Case study: Taking out a mortgage in retirement
David and Gill Eldridge took out a 20-year interest-only mortgage earlier this year with The Cambridge Building Society.
Both retired and in their 70s, they have lived in Cambridge for the last 35 years.
David says: “We were thinking about selling our house and downsizing, but we couldn’t really find anything that we wanted.
“We didn’t have to move, so early this year we explored the possibility of taking out an interest-only mortgage.”
He said that they decided to go to The Cambridge Building Society after reading in the press that some building societies were willing to lend to older people.
After speaking to an adviser and giving the building society details of their pension income and outgoings to assess affordability, they decided to borrow £150,000.
David says: “We need it for home improvements, a new car and to support our lifestyle for things like holidays. Within the home we’ll use it for things like furniture, including sofas, beds carpets and curtains. We will also have funds for high days and holidays.
“I’d absolutely recommend it to other people – taking out a mortgage was very easy. I am glad lenders have reviewed their age limits as there are a lot of people in the UK who are sitting on good equities and are asset rich but cash poor.”
While an interest-only mortgage gives you cheaper repayments, you are not actually paying back any of the debt. Each month you only pay back the interest on the loan during the term of the mortgage. The capital on the debt owed is paid back in full at the end of mortgage term.
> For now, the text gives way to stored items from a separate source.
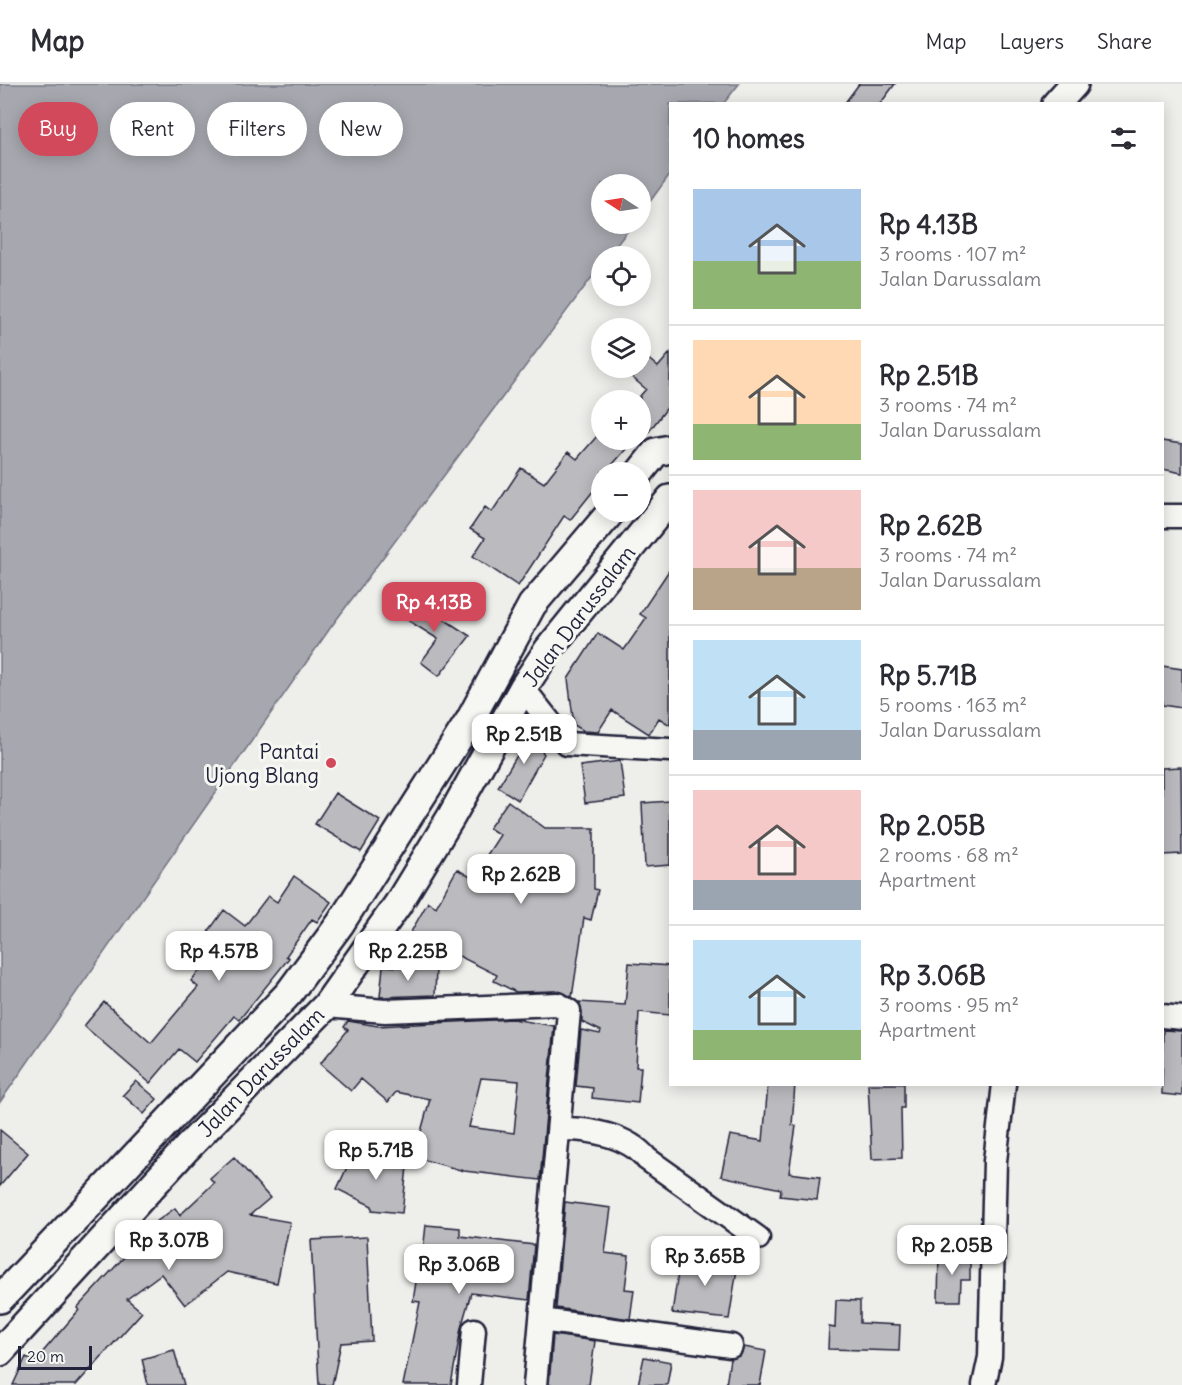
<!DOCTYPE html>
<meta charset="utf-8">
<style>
:root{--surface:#fff;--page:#f2f2f3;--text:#2b2b33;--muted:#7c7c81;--line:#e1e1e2;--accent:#d1495b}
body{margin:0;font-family:Delius,sans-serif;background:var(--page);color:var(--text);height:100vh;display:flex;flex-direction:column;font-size:22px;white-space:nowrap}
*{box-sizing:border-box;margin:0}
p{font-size:20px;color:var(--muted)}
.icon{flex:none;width:33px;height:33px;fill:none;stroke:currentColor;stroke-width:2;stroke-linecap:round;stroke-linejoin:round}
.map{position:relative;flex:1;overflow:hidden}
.details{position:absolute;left:669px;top:18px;width:495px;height:984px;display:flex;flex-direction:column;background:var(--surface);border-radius:0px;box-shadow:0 3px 15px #0003}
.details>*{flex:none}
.top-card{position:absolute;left:18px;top:18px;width:561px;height:54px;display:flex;gap:12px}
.needle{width:39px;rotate:282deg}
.controls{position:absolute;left:591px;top:90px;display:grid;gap:12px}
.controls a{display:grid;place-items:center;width:60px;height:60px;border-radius:50%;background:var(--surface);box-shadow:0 3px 15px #0003;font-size:30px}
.scale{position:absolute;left:18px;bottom:15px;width:74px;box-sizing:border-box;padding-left:6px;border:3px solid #22223b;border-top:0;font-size:16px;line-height:21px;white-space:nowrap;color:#22223b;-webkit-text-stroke:4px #f6f6f2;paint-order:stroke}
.price{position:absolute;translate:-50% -51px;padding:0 14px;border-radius:12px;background:#fff;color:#222;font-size:20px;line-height:39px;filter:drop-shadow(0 2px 3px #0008)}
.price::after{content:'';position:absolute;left:50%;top:36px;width:18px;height:14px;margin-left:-9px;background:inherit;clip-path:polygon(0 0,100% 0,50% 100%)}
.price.current{background:var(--accent);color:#fff}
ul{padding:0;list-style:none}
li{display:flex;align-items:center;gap:18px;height:150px;padding:0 24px}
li+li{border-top:2px solid var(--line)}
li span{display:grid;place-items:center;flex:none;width:168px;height:120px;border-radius:0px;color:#555}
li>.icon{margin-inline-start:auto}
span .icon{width:72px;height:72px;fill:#fffc;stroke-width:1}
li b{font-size:26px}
h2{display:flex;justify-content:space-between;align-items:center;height:72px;padding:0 24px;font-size:26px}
.pill{padding:0 21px;border-radius:27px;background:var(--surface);box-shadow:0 3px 15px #0003;font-size:21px;line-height:54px}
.pill.current{background:var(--accent);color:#fff}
header{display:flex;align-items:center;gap:36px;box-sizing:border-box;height:84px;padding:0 30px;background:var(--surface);border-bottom:2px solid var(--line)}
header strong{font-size:28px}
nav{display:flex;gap:33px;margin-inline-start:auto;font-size:21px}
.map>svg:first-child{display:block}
.water{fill:#a7a7af;stroke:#727281;stroke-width:1.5}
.building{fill:#bbbbbf;stroke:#22223b;stroke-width:1.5;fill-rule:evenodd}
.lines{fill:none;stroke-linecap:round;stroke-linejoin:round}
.minor-casing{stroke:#22223b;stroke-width:27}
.tertiary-casing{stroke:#22223b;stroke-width:32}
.minor{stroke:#f6f6f2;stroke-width:22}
.tertiary{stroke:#f6f6f2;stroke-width:27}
.poi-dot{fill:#d1495b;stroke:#f6f6f2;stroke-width:2}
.labels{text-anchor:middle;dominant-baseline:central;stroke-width:6;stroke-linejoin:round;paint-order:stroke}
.street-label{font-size:21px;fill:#22223b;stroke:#f6f6f2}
.poi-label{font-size:21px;fill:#22223b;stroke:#f6f6f2;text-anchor:end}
</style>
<header>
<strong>Map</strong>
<nav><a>Map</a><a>Layers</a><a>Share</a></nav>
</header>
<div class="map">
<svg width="1182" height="1301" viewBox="0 0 1182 1301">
<rect width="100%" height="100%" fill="#eeeeeb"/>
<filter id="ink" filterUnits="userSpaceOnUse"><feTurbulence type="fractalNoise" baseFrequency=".0167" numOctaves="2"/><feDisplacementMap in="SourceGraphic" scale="12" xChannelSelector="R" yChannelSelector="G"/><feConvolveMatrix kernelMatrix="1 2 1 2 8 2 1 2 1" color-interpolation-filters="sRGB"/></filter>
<g filter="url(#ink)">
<path class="water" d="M 0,0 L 739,0 L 724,19 L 670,20 L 670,90 L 641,130 L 640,100 L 602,100 L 602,140 L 633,140 L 608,172 L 602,172 L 601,181 L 331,543 L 0,1018 Z"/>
<path class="building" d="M 859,0 L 895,0 L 880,20 L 844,20 Z
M 670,269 L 670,320 L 640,359 L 640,312 L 646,305 L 629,291 L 635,284 L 640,284 L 640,278 L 645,272 L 658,283 Z
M 598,351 L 605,357 L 634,356 L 606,388 L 602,388 L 602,396 L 570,436 L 564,432 L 518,502 L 473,472 L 485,454 L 470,445 L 485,423 L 492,428 L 521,384 L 544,399 L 568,368 L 577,375 Z
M 1162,357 L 1182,360 L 1182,389 L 1162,385 Z
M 670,485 L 670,641 L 659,634 L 649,650 L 612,626 L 598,648 L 584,647 L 574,641 L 568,595 L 598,549 L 624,566 L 646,534 L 640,530 Z
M 405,510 L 470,552 L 439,592 L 421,578 L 438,555 L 393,527 Z
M 1162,582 L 1182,585 L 1182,624 L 1162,621 Z
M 535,642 L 548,658 L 542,668 L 544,670 L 518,716 L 498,703 Z
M 620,677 L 625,714 L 585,719 L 580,682 Z
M 1181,683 L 1182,770 L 1162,771 L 1162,684 Z
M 335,709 L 380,737 L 361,768 L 315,740 Z
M 508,717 L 545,744 L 594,744 L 594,805 L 598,806 L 591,836 L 584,834 L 572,913 L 557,907 L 516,908 L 494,897 L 497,891 L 411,848 L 428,818 L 436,823 L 457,785 L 472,794 L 500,751 L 489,744 Z
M 670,717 L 670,781 L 645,783 L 642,719 Z
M 294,792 L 331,818 L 317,838 L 312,835 L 286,872 L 289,874 L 239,936 L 234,932 L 195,978 L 179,965 L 150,999 L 84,942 L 104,918 L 151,959 L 198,903 L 191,897 L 222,858 L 208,848 L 224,826 L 245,842 L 268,812 L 277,818 Z
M 629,879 L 670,882 L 670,931 L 639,928 L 636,983 L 641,983 L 638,1019 L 592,1014 L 593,1004 L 576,1002 L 581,946 L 600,950 L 601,947 L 582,938 L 582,928 L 579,918 L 625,921 Z
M 383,882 L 436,885 L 435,911 L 380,913 Z
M 513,935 L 554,942 L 540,1096 L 464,1087 L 414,1073 L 430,1015 L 396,1008 L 388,1018 L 361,995 L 351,1007 L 320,980 L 348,946 L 344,943 L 348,937 L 378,942 ZM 481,994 L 519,997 L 514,1049 L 469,1043 Z
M 1163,946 L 1182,947 L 1182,1012 L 1162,1010 Z
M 136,997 L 157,1015 L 144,1030 L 123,1011 Z
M 768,1000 L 795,1000 L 792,1041 L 796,1042 L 789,1089 L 820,1093 L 817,1116 L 780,1112 L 781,1105 L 721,1092 L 730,1051 L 763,1057 Z
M 868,1000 L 904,1000 L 904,1024 L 901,1024 L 902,1074 L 872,1075 Z
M 0,1046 L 28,1069 L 0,1102 Z
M 379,1063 L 407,1083 L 402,1129 L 372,1126 L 372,1122 L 337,1105 L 355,1066 L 372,1073 Z
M 234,1073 L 270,1114 L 250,1131 L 290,1138 L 277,1199 L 227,1188 L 185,1221 L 161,1190 L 127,1215 L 142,1228 L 76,1301 L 13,1301 L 26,1273 L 35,1277 L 79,1226 L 77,1224 L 127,1170 L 122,1163 L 175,1124 L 180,1131 L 214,1099 L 210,1094 Z
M 565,1118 L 611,1124 L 605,1169 L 629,1172 L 625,1205 L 634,1206 L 630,1235 L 556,1224 Z
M 426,1141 L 460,1144 L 460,1152 L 534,1161 L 529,1216 L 471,1209 L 461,1244 L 451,1301 L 403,1301 L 420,1218 L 413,1217 L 418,1185 L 421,1185 Z
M 367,1153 L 372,1257 L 341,1259 L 332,1301 L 319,1301 L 311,1156 Z
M 681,1169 L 738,1179 L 729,1235 L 672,1229 Z
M 939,1171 L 970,1172 L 970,1196 L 961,1196 L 960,1217 L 938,1217 Z
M 836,1216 L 860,1217 L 860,1239 L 900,1241 L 899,1267 L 828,1265 L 829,1243 L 835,1244 Z
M 553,1251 L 595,1257 L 589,1301 L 549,1301 Z
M 744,1263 L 766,1267 L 760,1301 L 726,1301 L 730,1275 L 741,1271 Z
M 174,1266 L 184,1301 L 148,1301 L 142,1275 Z
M 644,1273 L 671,1278 L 667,1301 L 638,1301 Z"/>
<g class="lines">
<defs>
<path id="minor" d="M 1162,432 L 1182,432
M 523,604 L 567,660 L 670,666
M 326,922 L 385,927 L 558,920 L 569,927 L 535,1301
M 1162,932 L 1182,934
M 559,1045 C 587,1044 628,1051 647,1075 L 758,1154
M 541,1236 L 731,1262
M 469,1301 L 474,1246
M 984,1301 L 990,1273 L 995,1077 L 1004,1000"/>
<path id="tertiary" d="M 1056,20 L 1074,0
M 640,388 L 656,368 L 670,365
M 0,1215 L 289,909 L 340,840 L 470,636 L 532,521 L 611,428
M 0,1268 L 186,1065 L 326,922 L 398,820 L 451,733 L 523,604 L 548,566 L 670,415"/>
</defs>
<use href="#minor" class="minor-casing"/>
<use href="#tertiary" class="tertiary-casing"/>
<use href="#minor" class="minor"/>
<use href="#tertiary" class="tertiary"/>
</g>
</g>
<circle class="poi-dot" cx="331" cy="679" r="6"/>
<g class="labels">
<g class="street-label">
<text transform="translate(579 532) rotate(-53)">Jalan Darussalam</text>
<text transform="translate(261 988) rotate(-46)">Jalan Darussalam</text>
</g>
<g class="poi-label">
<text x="319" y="667">Pantai<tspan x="319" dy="24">Ujong Blang</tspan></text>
</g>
</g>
</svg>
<div class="controls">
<a><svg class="needle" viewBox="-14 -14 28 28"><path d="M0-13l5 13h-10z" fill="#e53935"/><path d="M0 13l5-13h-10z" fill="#7c7c81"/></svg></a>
<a><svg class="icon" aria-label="locate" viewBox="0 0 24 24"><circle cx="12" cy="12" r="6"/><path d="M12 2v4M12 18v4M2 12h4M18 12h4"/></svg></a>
<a><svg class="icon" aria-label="layers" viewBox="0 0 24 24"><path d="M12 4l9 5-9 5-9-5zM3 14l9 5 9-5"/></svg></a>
<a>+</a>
<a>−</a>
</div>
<div class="scale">20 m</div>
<b class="price current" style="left:434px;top:549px">Rp 4.13B</b>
<b class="price" style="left:524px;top:681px">Rp 2.51B</b>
<b class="price" style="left:521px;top:821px">Rp 2.62B</b>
<b class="price" style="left:219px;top:898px">Rp 4.57B</b>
<b class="price" style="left:408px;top:898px">Rp 2.25B</b>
<b class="price" style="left:376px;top:1097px">Rp 5.71B</b>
<b class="price" style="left:169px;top:1187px">Rp 3.07B</b>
<b class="price" style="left:952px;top:1192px">Rp 2.05B</b>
<b class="price" style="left:705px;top:1203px">Rp 3.65B</b>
<b class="price" style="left:459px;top:1211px">Rp 3.06B</b>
<div class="top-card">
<a class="pill current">Buy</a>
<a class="pill">Rent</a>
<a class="pill">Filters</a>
<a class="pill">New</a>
</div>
<section class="details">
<h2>10 homes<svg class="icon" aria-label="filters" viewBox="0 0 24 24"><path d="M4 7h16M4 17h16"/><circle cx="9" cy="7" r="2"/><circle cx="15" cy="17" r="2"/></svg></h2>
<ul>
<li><span style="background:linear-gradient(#a9c7e8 60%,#8fb573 0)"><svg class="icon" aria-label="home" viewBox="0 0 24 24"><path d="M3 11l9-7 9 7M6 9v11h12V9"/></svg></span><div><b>Rp 4.13B</b><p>3 rooms · 107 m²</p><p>Jalan Darussalam</p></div></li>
<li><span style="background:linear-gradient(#ffd9b3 70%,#8fb573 0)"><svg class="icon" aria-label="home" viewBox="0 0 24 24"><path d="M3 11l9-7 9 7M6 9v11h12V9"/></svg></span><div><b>Rp 2.51B</b><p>3 rooms · 74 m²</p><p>Jalan Darussalam</p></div></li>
<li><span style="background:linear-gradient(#f6c9c9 65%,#b9a48a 0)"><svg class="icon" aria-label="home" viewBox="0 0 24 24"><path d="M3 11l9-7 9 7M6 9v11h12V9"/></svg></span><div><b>Rp 2.62B</b><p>3 rooms · 74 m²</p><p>Jalan Darussalam</p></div></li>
<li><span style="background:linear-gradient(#bfe0f5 75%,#9aa5b1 0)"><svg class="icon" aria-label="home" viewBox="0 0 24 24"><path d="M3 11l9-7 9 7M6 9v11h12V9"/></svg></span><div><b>Rp 5.71B</b><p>5 rooms · 163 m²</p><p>Jalan Darussalam</p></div></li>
<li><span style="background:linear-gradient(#f6c9c9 75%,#9aa5b1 0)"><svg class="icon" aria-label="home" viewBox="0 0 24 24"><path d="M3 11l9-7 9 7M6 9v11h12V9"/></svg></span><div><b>Rp 2.05B</b><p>2 rooms · 68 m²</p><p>Apartment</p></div></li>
<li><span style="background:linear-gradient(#bfe0f5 75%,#8fb573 0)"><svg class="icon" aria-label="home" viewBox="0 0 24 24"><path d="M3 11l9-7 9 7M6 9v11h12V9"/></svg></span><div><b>Rp 3.06B</b><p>3 rooms · 95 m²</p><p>Apartment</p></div></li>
</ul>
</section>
</div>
David says: “The interest-only mortgage appealed as our house will continue to appreciate in value. And as long as we meet the interest costs we are not going to pay any more. It’s not as if we are eating into the equity of our property as you would under an equity release loan.”
“Our daughters, who will inherit our assets, will be protected to a large extent and if we want to downsize in 10 years or go to another property we can take the mortgage with us.”
Around 600,000 homeowners will see their interest-only mortgages mature by 2020, potentially forcing them to downsize in order to repay the original capital.
With the first wave of maturities this year, Mirfin said that equity release offered them the opportunity to repay their loans.
Mirfin said: “People could be forced to sell their homes or face repossession. Some are quite happy to downsize and sell up and pay off the loan, but for those that want to keep their homes, equity release is a solution.
“Unfortunately, people are selling their homes when they don’t need to because they haven’t been told about equity release from their bank.”
While equity release can be a good way of getting access to money, there are some drawbacks.
Equity release can be more expensive than a traditional mortgage as you could be charged a higher rate of interest depending on the plan you choose. You may also face charges if you are looking to pay back your money earlier than originally intended.
If you take out a home reversion plan you could also get a far lower value for your home than selling it on the open market. Equity release can also drain your home of its value leaving little left for your children to inherit or to use for care fees. The money you receive may also affect entitlement to state benefits.
Rachel Springall, finance expert at Moneyfacts.co.uk, said: “Borrowers would be wise to digest any independent advice before entering any arrangement as interest rates on these loans can vary considerably and there are also set up fees to pay too.
“The interest on lifetime mortgages is rolled up or compounded over the duration of the loan, which means the debt will increase the longer the debt is maintained.Property prices can fall as well as rise, so borrowers need to feel confident they can pay the loan back at the end of their lifetime or by selling their home.”